WHAT IS REQUIRED. Copy, from the entries below, each line where the word "dead" can be found.
##########
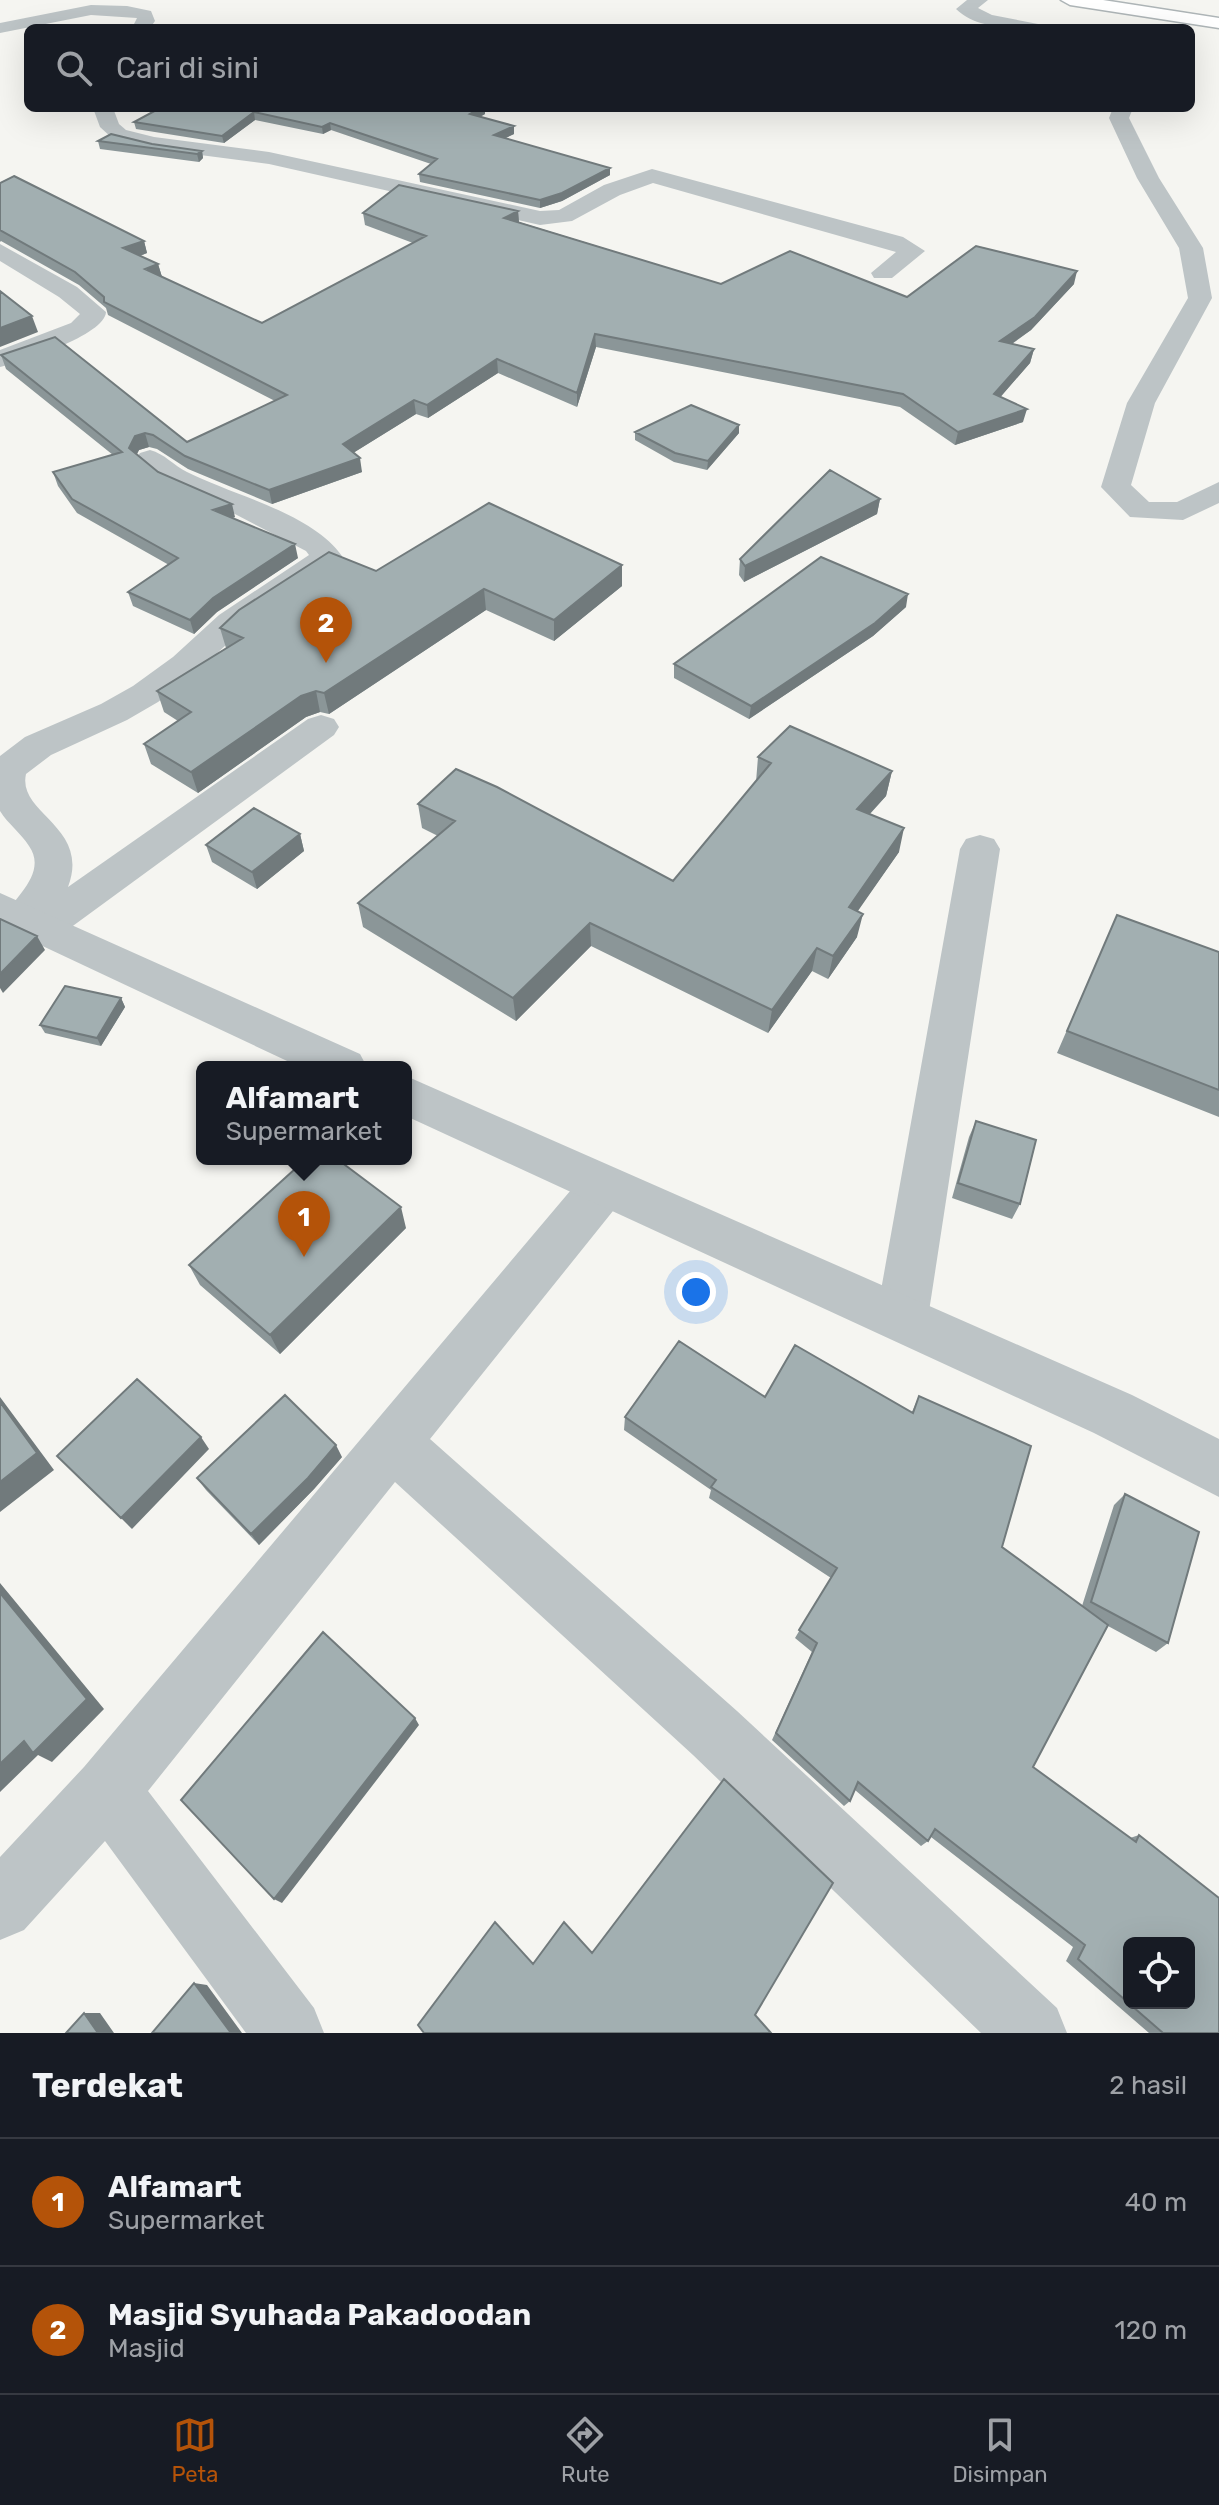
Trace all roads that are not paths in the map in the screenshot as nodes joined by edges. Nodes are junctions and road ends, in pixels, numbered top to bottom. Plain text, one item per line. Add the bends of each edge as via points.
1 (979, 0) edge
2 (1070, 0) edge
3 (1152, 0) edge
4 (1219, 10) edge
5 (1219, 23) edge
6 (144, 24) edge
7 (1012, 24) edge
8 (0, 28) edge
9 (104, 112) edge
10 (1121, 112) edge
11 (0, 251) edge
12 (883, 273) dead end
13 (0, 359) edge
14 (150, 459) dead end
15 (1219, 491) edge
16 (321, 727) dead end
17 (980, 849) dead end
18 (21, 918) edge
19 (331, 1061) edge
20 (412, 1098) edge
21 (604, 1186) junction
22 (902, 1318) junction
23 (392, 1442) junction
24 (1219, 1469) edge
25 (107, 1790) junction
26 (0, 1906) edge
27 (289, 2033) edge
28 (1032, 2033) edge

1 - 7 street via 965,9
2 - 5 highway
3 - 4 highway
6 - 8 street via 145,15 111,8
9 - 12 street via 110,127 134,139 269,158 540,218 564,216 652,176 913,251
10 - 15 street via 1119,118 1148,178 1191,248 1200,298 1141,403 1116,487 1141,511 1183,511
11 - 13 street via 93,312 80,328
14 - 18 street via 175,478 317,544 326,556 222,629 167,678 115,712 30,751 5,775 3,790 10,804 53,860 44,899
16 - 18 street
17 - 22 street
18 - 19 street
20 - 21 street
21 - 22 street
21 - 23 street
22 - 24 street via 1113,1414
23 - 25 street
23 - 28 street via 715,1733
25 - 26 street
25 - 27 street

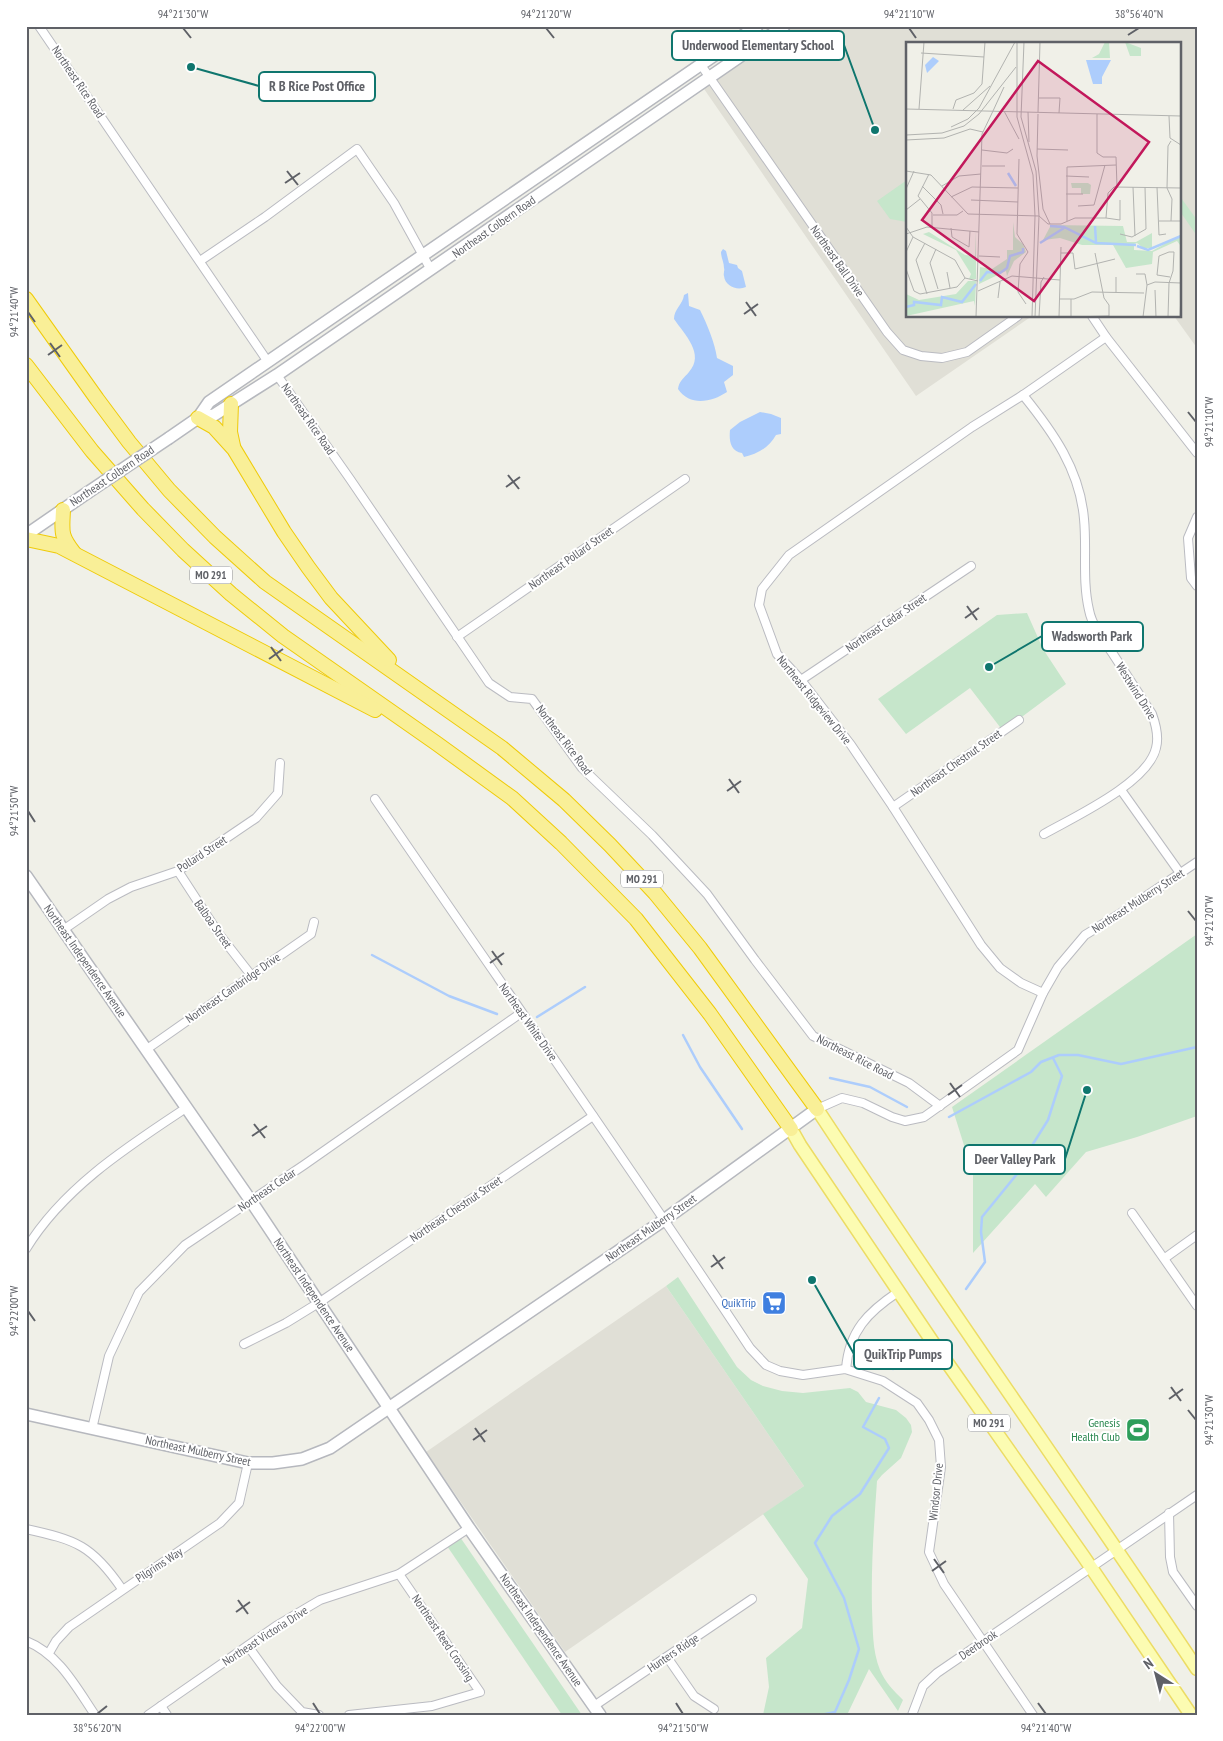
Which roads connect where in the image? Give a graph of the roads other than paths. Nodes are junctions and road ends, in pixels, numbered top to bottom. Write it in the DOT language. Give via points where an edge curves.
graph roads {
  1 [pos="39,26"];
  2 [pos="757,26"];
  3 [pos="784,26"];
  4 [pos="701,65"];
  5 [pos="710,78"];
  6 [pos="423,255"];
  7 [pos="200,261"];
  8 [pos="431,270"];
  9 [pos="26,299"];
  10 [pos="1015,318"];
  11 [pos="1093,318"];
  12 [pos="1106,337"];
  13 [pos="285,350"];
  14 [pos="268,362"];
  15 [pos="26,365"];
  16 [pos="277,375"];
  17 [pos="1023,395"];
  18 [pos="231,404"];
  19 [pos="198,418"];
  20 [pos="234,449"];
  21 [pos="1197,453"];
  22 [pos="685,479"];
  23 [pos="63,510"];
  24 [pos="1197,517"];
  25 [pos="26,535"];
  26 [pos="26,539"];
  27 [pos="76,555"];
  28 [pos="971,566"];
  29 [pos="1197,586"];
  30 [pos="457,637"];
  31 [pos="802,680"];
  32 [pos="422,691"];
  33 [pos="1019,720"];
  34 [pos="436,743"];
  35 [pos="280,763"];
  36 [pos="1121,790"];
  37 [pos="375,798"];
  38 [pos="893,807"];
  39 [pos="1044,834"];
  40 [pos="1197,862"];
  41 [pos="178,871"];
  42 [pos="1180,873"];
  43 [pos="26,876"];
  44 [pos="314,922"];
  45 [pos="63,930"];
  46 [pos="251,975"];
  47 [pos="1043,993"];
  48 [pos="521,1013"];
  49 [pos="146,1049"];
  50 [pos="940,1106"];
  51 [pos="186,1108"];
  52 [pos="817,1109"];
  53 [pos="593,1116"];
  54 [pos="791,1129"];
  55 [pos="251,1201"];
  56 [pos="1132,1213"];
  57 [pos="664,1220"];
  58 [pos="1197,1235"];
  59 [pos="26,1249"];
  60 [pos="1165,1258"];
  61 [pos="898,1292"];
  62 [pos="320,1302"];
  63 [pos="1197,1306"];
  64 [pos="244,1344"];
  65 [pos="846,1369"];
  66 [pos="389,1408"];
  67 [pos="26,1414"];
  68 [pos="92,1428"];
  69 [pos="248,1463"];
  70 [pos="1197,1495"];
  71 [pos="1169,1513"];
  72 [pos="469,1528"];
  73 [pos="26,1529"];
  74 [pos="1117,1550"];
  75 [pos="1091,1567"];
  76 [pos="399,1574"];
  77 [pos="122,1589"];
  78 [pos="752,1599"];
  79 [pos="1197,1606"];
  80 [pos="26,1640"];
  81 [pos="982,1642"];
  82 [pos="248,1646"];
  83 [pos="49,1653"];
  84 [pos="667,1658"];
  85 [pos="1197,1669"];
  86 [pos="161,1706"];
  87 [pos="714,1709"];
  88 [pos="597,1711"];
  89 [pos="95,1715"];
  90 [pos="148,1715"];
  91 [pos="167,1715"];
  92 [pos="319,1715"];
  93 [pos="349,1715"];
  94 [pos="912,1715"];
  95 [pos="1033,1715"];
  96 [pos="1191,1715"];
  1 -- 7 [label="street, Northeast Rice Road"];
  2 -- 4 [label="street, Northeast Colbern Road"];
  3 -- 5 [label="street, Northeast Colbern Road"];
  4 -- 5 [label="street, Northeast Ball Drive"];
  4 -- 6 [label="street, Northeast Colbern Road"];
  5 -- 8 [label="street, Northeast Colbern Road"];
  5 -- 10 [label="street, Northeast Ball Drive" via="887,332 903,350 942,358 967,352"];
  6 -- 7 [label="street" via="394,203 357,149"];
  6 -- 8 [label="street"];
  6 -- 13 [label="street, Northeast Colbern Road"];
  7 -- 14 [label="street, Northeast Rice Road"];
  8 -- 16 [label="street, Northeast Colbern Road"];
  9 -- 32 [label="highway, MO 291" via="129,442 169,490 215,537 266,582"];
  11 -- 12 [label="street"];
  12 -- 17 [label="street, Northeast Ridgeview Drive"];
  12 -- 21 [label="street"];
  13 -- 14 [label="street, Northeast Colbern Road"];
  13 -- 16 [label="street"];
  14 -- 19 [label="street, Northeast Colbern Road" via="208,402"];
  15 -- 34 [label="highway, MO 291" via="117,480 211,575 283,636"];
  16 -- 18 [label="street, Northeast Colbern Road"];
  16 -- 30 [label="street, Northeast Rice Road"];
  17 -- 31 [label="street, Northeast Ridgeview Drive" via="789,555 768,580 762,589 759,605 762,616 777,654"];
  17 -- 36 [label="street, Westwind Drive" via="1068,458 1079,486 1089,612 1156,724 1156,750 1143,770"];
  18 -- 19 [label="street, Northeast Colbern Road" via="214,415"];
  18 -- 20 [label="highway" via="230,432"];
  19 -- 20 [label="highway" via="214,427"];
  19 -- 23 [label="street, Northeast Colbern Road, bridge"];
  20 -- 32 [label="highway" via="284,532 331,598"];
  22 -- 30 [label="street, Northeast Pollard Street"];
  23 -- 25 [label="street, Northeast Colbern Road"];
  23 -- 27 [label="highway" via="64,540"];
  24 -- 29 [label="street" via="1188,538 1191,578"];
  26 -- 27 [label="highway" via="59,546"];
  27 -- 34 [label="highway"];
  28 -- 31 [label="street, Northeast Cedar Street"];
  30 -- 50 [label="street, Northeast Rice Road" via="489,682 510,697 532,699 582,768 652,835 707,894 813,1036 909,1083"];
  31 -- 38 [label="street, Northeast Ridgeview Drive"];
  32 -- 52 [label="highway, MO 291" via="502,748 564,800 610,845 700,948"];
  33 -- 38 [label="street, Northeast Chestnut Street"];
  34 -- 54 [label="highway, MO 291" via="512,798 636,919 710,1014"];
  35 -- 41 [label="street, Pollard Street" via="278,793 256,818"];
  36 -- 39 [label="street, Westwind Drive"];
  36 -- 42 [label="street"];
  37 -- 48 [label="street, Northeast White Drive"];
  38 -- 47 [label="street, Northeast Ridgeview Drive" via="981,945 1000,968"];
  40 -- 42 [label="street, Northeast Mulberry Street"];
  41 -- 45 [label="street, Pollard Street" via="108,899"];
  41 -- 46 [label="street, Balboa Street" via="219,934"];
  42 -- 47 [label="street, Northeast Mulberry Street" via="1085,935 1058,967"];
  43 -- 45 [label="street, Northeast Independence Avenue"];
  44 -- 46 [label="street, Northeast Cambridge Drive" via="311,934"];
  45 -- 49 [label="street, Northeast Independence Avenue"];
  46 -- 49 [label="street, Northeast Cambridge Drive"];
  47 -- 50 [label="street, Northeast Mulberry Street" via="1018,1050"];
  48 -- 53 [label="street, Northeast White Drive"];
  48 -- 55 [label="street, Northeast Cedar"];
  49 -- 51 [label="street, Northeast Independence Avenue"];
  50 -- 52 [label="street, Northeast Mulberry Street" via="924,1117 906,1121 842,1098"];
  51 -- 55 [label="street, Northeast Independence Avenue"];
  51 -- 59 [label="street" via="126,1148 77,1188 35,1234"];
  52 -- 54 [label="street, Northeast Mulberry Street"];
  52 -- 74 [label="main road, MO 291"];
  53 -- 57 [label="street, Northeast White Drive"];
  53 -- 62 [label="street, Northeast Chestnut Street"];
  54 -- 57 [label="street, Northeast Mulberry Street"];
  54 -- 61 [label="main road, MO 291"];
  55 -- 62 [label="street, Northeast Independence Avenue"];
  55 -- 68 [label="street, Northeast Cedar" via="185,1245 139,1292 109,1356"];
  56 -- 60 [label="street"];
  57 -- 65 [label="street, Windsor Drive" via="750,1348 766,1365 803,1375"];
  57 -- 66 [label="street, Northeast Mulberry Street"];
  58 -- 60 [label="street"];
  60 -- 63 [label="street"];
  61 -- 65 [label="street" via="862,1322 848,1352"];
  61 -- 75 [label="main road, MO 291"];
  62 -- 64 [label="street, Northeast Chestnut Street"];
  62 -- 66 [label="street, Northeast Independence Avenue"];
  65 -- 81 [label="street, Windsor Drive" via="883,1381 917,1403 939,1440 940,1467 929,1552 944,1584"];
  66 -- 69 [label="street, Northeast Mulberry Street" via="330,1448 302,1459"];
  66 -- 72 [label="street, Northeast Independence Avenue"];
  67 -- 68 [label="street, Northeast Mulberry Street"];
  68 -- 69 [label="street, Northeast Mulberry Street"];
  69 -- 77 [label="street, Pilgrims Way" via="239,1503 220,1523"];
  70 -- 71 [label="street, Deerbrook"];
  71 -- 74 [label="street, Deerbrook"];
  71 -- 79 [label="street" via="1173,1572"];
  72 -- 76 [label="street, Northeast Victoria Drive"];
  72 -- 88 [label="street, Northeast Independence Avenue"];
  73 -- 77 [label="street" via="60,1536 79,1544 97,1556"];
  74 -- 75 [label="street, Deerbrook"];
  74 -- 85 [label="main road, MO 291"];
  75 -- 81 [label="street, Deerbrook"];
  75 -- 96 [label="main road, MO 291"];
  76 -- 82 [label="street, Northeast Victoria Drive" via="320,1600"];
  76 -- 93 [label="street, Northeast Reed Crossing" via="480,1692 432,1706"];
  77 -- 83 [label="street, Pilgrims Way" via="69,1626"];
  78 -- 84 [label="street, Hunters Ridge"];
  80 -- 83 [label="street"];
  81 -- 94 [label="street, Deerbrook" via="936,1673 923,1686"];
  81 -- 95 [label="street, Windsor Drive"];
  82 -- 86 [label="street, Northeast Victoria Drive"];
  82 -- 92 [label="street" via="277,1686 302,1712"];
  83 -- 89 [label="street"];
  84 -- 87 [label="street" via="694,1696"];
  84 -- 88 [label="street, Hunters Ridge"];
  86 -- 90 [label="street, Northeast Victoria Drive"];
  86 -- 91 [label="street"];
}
##########
RESULT.
12 (883, 273) dead end
14 (150, 459) dead end
16 (321, 727) dead end
17 (980, 849) dead end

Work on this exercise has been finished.